Why Research Farmland Ownership And Values? Part 6
Major biases in land assessment: Tax exempt land, minerals, and water.
December 29, 2017
Mason Gaffney, Ph.D.
Economist

F. Tax exempt land.

The extreme form of preferential assessment is complete exemption, about which so much has been written and so little said. To raise this topic is to arouse every latent anti-cleric, but their paranoia is out of proportion to the facts, at least in this country, unless we blame the churches for the cemeteries, which really are vast. Cemeteries in Milwaukee, Wisconsin, with space for the corpses of ages to come, preempt more land than all industry. Otherwise let us leave the dead past to Henry VIII and survey the present.

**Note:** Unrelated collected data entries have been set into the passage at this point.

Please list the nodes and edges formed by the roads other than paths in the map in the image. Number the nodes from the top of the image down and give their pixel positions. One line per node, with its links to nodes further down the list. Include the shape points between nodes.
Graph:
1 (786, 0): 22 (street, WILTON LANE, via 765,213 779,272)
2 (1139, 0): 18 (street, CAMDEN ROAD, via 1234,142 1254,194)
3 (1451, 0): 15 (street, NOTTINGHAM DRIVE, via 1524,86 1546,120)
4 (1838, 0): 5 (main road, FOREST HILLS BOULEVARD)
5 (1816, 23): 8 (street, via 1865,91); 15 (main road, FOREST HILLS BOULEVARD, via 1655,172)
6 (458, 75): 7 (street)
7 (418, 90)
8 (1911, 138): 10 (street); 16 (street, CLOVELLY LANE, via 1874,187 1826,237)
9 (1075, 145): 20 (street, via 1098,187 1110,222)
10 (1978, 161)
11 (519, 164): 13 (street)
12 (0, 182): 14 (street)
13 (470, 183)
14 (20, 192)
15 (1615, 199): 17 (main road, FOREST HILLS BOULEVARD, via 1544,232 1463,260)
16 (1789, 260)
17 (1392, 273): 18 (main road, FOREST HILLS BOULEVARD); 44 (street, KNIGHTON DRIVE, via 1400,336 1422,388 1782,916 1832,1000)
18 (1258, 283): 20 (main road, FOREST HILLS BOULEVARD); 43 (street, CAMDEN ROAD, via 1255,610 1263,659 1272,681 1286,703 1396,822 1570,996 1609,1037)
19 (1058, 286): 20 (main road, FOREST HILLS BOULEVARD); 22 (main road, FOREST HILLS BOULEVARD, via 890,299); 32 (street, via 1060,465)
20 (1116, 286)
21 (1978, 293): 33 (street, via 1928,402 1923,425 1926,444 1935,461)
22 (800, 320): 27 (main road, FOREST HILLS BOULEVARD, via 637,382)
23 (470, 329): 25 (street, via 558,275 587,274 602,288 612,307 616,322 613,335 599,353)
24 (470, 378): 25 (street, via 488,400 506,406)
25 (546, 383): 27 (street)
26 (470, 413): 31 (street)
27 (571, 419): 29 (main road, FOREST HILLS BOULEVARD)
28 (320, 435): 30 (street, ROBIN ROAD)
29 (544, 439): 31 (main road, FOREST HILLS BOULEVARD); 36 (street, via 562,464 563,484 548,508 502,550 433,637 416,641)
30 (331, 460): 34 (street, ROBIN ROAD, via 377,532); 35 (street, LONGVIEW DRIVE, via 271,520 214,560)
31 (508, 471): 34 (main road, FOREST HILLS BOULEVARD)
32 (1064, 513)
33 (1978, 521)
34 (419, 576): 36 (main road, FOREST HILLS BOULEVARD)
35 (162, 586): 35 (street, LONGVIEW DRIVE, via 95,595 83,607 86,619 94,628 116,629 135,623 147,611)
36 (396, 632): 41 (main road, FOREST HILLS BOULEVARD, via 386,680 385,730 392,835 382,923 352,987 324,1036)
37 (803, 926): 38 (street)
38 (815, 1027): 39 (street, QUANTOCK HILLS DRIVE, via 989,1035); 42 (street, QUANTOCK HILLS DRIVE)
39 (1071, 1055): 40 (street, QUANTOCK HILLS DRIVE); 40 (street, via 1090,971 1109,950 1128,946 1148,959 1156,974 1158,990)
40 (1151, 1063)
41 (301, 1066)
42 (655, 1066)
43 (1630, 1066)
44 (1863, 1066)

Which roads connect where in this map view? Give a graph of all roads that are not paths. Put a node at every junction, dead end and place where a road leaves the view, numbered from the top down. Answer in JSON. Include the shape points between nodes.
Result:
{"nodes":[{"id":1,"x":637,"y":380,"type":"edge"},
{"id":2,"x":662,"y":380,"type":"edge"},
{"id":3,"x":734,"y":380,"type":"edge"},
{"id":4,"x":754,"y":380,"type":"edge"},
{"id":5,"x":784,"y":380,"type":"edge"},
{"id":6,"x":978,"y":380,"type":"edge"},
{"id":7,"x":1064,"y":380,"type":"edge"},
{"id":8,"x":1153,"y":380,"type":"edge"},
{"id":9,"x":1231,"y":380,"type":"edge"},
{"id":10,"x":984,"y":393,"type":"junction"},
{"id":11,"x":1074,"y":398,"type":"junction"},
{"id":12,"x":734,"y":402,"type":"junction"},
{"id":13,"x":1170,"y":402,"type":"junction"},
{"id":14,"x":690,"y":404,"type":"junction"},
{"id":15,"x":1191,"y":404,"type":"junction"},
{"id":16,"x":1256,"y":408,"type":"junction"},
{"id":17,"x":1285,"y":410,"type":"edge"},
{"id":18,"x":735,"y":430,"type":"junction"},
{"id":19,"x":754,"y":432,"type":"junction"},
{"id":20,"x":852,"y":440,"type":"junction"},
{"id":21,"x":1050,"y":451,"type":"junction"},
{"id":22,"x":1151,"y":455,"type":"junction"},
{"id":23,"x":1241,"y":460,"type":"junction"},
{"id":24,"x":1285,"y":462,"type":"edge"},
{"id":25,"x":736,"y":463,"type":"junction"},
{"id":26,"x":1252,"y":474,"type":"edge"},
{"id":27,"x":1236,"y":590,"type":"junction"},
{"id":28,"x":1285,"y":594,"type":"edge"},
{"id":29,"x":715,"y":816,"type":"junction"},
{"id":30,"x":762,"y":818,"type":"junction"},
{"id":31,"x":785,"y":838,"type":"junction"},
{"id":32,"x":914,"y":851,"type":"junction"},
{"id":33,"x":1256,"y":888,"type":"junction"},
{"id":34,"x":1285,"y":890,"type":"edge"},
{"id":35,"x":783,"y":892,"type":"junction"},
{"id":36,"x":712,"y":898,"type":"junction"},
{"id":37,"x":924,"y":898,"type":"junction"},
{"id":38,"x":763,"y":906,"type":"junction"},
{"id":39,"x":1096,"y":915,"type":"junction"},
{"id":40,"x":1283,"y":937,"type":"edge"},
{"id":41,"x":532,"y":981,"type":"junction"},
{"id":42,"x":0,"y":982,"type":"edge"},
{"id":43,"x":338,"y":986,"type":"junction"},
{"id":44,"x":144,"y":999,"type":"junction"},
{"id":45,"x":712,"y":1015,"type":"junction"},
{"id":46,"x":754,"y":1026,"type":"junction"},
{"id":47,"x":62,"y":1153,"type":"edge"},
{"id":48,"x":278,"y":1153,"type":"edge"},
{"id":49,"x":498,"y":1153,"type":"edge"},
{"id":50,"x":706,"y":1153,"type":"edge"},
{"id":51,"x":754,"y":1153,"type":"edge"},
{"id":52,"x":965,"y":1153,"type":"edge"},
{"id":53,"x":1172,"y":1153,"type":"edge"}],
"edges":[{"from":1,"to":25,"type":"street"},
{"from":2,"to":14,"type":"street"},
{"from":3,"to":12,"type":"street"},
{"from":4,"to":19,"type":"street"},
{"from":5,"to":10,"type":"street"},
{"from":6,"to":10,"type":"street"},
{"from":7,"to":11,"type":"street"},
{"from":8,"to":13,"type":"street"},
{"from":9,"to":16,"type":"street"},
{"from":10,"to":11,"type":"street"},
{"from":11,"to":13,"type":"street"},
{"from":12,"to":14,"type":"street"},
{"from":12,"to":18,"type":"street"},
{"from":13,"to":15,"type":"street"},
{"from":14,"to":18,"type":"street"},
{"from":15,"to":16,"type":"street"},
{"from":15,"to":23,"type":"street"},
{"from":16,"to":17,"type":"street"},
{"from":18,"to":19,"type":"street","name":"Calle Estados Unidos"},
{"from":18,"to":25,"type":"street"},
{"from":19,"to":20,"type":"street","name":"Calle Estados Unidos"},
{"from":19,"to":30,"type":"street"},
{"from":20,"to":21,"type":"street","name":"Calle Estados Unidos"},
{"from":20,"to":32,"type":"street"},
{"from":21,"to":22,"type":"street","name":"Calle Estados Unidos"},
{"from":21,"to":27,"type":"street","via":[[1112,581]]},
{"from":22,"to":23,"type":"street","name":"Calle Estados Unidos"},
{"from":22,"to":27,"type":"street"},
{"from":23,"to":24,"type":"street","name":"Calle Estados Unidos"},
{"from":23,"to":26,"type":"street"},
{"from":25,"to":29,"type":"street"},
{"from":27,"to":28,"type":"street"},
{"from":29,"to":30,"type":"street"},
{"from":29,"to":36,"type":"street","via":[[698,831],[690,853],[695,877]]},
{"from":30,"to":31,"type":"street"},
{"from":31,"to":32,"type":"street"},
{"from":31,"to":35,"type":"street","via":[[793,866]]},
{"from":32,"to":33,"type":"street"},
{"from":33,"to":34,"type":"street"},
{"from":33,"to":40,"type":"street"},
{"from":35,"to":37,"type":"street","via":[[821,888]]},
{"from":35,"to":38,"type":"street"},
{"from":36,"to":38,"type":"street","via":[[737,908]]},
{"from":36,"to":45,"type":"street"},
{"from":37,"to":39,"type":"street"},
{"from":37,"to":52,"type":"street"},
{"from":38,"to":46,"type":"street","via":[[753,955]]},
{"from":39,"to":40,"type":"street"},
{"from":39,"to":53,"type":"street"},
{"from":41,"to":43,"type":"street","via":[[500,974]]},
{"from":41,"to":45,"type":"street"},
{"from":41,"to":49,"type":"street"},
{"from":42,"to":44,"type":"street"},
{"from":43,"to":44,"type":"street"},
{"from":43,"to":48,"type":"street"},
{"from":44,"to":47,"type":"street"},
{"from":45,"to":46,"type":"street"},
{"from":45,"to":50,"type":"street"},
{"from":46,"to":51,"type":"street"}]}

While serving on a Commission on Property Tax Reform in British Columbia I compiled extensive data on this matter and learned to look to the Universities -- not to their libraries but to their real estate records, if they keep any. Accordingly in California I find that UC-Riverside holds some 400 acres of urban land splitting up and repelling needed industries from its matrix, the City of Riverside; and another 840 acres blocking the path of the new boom city of Moreno Valley. It has no intention of relinquishing any part of either tract because they are tax free and the annual opportunity cost never appears in the budget.

But that is peanuts. Statewide the UC system holds 58,000 acres in fee. Meanwhile back at the "Leland Stanford Junior Farm" there are 9,000 acres in Palo Alto, less than the UC total but in perhaps the most desired industrial and residential area in the country, whence electronics firms are spinning outwards to find industrial sites. The area of San Francisco, for comparison, is 27,000 acres.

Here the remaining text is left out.